Authors: Taghi M. Khoshgoftaar, Pierre Rebours
Addresses: Department of Computer Science and Engineering, Florida Atlantic University, 777 Glades Road, Boca Raton 33431, FL, USA. ' Department of Computer Science and Engineering, Florida Atlantic University, 777 Glades Road, Boca Raton 33431, FL, USA
Abstract: We present two new noise filtering techniques which improve the quality of training datasets by removing data points that are likely to be noisy. In addition, a new measure called |efficiency paired comparison| is introduced for simplifying the comparison between two filters. The filtering techniques are based on the partitioning approach – the training dataset is first split into subsets, and base learners are induced on each of these subsets.
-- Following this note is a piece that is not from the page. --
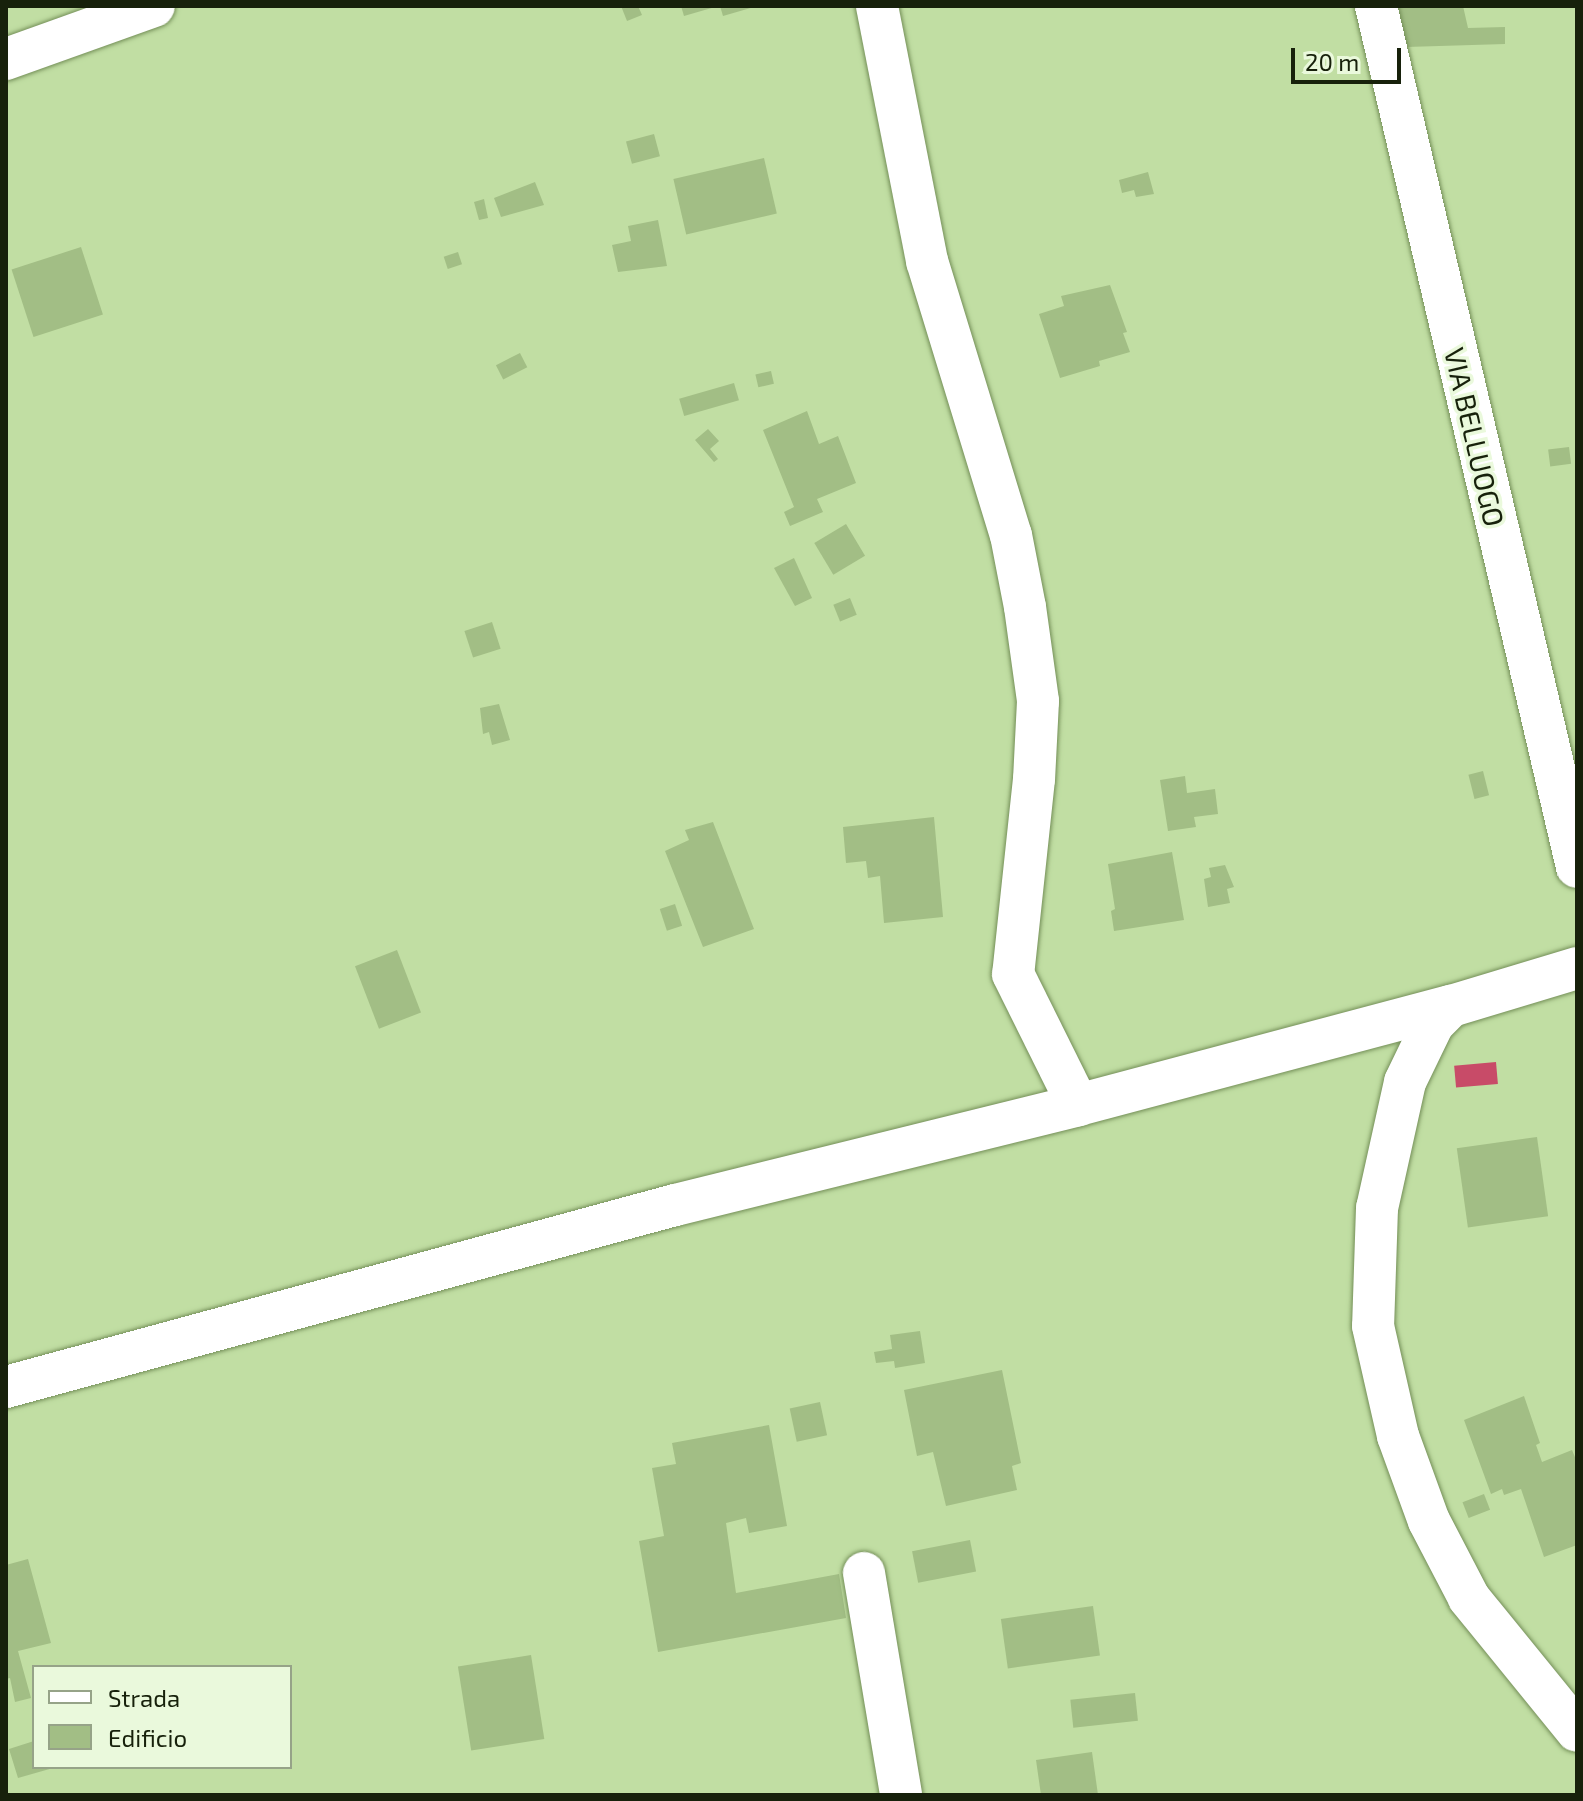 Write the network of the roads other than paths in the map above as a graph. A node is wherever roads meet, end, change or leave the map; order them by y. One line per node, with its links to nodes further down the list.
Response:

The predictions are then combined in such a way that an instance in the training data is identified as noisy if it is misclassified by a certain number of base learners. The first technique, multiple partitioning filter combines several classifiers induced on each subset. The second technique, iterative-partitioning filter uses only one base learner but goes through multiple filtering iterations. The amount of noise removed by the techniques is varied by tuning either the filtering level or the number of iterations. Empirical studies using software measurement data from a high assurance software project assess the efficiencies of our two noise filtering approaches. The empirical results suggest that using several base classifiers as well as performing several iterations with a conservative filtering scheme can improve the efficiency of the filtering technique.
Keywords: noise detection; noise elimination; data quality; software quality; partitioning filters; filtering level; iterative filtering; data mining.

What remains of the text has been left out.